最終話

 時計を見ると、ずいぶんと時間が経っていることに気付く。掃除の途中、アルバムが出てきたのでつい眺めてみると、思いの外見入ってしまった。

 収められているのは殆どが、我が子、晴の写真だ。あれから時が流れ、晴も今や高校生になっていた。


 再び時計を見て時間を確認する。いつもならもう学校から帰ってきている時間だけど、遅れているのだろうか?

 過保護と言われるかもしれないけど、こういう時は少し心配になる。晴は私と木葉、人間と妖怪の間に生まれた子だ。そのため小さい頃から、かつての私のように妖怪の姿を見る事ができ、そのせいで厄介ごとに巻き込まれたことも何度もあった。


 それと決して口には出さないけれど、晴は自分が人と妖怪との間に生まれたということに、普通の人間とは違うということに、ずっと悩んでいた。それが原因で一騒動あったのはつい先日のことだ。


 そんな時もし木葉がいてくれたらと、つい弱気な考えがよぎり、慌てて首を振る。一人でもしっかり育てていくと決めたのに、こんなんじゃいけない。

 そう自分に言い聞かせていると、まるでタイミングを計ったみたいに玄関の戸を開く音が聞こえてきた。


「ただいま」

 聞きなれた声にホッとし、玄関へと出迎えに向かう。

「お帰りなさい。遅かったわね」

「本を薦められて、図書室に寄ってた」

 話をしながら何か変わった様子は無いか確認するけど、どうやら危ない目に遭っていたわけでは無いようで安心する。

「相手は五木さん?」

「ああ。本が好きで、色々読んでるって言ってた」


 五木さん。数日前に出会った、晴と同じクラスの女の子だ。そして、彼女もかつての私のように、その目で妖怪の姿を見る事の出来る人だった。私たち家族を除いて、晴が妖怪の子だって知っている、唯一の人でもある。

 それについて彼女には感謝してもしきれないくらいの恩があるのだけど、それを語ると長くなるので今は止めておこう。

 すると、晴が何やら遠慮がちに言ってきた。


「五木が今度母さんと会ってみたいって言ってたけど、いい?」

「私に?どうして?」

 私が五木さんと直接会ったのは一度きり。その時のお礼も改めてしたいから、会うのは構わないけど、五木さんの方から訪ねてくる理由が分からずに首をかしげる。


「母さんがどうやって妖怪である父さんと仲良くなったのか聞きたいんだって。今まで妖怪を恐がってばかりだったけど、他の人から話を聞いたら、変えられるかもしれないって」

 妖怪を恐がる彼女の気持ちは私にもよくわかる。もし木葉と出会っていなければ、きっと今でも無条件に怖がっていただろう。

 私も、昔同じ思いを抱いていた者として、彼女の話を聞いてみたかった。


「いいわよ。私も会ってゆっくり話してみたいわ」

 そう言うと晴は少しだけ複雑そうな顔になる。自分の両親のなれそめを友達が聞くというのは色々と恥ずかしいのかもしれない。

 それでも、早速ケータイを取り出してメールをうつ姿はどこか楽しそうだった。


 人とは違う悩みを持つ晴だけど、こうしているとごく普通の高校生にしか見えない。できることなら、こんな表情を見せることが少しでも多くなってくれたらと思う。
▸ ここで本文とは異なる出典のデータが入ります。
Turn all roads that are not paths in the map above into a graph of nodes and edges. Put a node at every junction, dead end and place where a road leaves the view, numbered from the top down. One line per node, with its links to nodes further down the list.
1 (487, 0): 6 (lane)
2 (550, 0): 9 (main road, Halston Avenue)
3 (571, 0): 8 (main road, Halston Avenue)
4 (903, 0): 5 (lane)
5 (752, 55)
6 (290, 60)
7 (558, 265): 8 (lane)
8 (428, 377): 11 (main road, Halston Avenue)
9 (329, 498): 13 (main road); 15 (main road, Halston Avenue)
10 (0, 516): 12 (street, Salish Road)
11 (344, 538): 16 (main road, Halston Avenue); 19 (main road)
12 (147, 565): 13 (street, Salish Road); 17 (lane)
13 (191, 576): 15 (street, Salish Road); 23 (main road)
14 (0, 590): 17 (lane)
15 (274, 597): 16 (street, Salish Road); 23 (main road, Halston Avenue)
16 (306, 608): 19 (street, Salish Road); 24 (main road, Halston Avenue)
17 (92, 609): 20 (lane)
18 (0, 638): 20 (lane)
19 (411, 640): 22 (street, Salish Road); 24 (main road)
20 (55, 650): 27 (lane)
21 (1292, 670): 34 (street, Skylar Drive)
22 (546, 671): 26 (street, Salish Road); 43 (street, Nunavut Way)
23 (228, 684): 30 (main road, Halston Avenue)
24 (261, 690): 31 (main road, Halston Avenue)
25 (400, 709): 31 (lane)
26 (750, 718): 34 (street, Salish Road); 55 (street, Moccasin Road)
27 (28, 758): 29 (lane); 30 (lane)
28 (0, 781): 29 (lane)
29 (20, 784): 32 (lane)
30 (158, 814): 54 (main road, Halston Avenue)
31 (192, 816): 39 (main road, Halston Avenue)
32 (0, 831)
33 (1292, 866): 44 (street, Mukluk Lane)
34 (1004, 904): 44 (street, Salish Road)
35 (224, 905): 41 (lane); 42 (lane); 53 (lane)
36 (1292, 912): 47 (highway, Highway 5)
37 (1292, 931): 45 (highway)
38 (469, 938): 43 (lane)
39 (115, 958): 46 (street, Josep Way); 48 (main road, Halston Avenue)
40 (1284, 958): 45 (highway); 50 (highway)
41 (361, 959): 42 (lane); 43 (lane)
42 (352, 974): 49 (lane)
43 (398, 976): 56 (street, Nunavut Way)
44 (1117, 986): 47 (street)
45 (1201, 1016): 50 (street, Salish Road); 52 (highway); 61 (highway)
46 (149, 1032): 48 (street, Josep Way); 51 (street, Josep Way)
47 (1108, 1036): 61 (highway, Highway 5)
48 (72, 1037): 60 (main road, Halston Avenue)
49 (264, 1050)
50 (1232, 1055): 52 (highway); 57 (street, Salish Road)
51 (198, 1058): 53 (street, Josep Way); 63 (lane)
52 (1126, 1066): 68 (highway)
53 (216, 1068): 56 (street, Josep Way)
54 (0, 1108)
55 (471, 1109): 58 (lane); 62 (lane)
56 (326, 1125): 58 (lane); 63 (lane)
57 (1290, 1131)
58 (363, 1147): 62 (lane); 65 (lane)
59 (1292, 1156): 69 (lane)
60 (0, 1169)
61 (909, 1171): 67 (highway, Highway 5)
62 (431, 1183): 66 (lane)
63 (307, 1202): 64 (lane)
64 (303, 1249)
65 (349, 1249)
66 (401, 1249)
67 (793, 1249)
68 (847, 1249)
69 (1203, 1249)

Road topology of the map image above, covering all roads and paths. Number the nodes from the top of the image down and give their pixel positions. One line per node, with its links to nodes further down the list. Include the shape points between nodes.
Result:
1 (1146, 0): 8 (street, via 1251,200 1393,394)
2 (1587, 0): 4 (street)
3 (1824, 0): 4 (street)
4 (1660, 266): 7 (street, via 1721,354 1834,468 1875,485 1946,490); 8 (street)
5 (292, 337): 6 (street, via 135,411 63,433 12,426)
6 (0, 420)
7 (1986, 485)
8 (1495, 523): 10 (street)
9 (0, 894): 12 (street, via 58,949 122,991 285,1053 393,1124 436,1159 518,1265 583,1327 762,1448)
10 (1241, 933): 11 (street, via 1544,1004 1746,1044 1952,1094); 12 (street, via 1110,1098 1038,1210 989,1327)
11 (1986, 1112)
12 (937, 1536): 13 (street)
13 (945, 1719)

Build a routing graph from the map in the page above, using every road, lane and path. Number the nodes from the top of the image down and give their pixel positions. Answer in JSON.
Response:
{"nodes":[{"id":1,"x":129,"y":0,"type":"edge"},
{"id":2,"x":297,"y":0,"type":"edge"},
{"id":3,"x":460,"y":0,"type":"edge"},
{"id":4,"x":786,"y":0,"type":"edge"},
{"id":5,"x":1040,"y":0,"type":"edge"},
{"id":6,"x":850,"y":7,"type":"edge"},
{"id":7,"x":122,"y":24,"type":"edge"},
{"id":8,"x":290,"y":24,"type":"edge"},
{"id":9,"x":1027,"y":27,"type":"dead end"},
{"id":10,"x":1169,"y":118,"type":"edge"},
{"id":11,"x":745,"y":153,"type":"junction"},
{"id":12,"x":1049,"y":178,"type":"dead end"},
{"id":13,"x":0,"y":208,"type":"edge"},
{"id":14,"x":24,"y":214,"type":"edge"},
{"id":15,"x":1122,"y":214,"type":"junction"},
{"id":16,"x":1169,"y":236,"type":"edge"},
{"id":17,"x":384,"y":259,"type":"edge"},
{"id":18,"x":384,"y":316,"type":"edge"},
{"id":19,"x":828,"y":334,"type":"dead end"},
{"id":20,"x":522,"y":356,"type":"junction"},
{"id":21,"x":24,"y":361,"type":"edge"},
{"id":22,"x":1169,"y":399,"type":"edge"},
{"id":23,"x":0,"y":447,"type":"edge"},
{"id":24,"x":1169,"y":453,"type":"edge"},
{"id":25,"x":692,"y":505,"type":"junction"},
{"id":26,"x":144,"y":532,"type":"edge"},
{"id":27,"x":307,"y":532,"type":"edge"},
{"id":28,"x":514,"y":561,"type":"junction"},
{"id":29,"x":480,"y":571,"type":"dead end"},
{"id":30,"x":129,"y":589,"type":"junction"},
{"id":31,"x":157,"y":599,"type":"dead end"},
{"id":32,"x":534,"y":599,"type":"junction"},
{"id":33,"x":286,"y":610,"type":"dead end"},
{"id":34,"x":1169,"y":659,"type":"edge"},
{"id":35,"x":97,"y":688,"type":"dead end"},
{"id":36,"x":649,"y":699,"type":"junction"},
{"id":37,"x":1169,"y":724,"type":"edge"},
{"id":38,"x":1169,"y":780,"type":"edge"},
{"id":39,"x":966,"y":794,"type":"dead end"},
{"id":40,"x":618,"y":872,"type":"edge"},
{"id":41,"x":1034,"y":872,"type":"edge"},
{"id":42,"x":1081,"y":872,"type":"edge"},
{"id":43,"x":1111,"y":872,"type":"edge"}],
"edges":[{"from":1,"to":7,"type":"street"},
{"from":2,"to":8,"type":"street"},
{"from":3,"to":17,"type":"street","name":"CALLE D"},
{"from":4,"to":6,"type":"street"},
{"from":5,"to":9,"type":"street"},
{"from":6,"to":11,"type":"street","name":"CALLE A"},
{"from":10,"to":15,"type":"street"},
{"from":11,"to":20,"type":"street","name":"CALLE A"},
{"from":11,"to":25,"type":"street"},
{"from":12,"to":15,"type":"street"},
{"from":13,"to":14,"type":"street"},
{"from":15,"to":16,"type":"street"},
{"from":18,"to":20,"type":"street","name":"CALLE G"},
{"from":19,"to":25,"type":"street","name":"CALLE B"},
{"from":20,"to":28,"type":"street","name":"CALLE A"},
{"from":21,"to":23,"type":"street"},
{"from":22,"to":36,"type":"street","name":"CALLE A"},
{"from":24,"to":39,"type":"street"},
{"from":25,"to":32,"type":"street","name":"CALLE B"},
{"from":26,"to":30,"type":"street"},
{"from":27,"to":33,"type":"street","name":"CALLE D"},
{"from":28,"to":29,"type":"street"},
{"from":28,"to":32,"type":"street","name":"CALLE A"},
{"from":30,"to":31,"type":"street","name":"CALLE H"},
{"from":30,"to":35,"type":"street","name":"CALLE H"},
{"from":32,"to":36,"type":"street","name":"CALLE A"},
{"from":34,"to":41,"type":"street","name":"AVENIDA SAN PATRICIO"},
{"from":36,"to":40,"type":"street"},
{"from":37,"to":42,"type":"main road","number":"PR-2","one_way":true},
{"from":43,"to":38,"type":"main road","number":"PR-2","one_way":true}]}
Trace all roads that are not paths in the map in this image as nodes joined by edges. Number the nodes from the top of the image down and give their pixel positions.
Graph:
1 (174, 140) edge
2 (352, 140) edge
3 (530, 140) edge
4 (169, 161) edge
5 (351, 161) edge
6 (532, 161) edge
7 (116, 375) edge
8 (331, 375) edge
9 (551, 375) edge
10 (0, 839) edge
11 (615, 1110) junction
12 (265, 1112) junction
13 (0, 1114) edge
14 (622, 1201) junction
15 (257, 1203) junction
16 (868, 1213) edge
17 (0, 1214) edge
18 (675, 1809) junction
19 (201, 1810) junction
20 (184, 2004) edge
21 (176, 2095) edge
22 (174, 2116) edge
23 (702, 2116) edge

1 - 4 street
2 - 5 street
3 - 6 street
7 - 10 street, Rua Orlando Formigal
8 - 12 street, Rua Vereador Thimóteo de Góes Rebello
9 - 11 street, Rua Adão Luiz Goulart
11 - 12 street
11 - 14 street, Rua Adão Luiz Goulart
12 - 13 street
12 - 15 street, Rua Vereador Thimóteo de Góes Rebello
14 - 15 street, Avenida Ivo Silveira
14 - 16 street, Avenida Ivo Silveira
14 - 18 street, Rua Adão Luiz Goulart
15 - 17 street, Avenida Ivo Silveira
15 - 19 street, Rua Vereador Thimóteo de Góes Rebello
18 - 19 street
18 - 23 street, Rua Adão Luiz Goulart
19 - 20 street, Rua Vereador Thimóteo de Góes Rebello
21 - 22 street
 五木さんと会った時、何と言って木葉の事を話そうか。とりえず私の言った数々の暴言や悪態についてはある程度伏せておいた方がいいだろう。晴に聞かれたら親の威厳に関わりかねない。


 そんな事を考えながら、慣れないメールに苦戦する晴を見ながら、決して色あせる事の無いあいつの姿をそっと思い浮かべる。

 今はどこで何をしているのだろう。私と晴のため、自らの持っている生気を相当分けてくれていたけど、そもそも今無事に生きているのかさえも分からない。

 それでも、彼の顔を思い浮かべた時はいつだって、届くようにと願いながら心の中で語り掛ける。



(木葉、色々大変なことも多いけど、晴は何とか無事に育っていってるよ。だから、安心して見守っていてね)


 たとえ姿が見えなくなっても、どんなに離れていたとしても、私がアイツを忘れない限り、ずっと繋がっている気がした。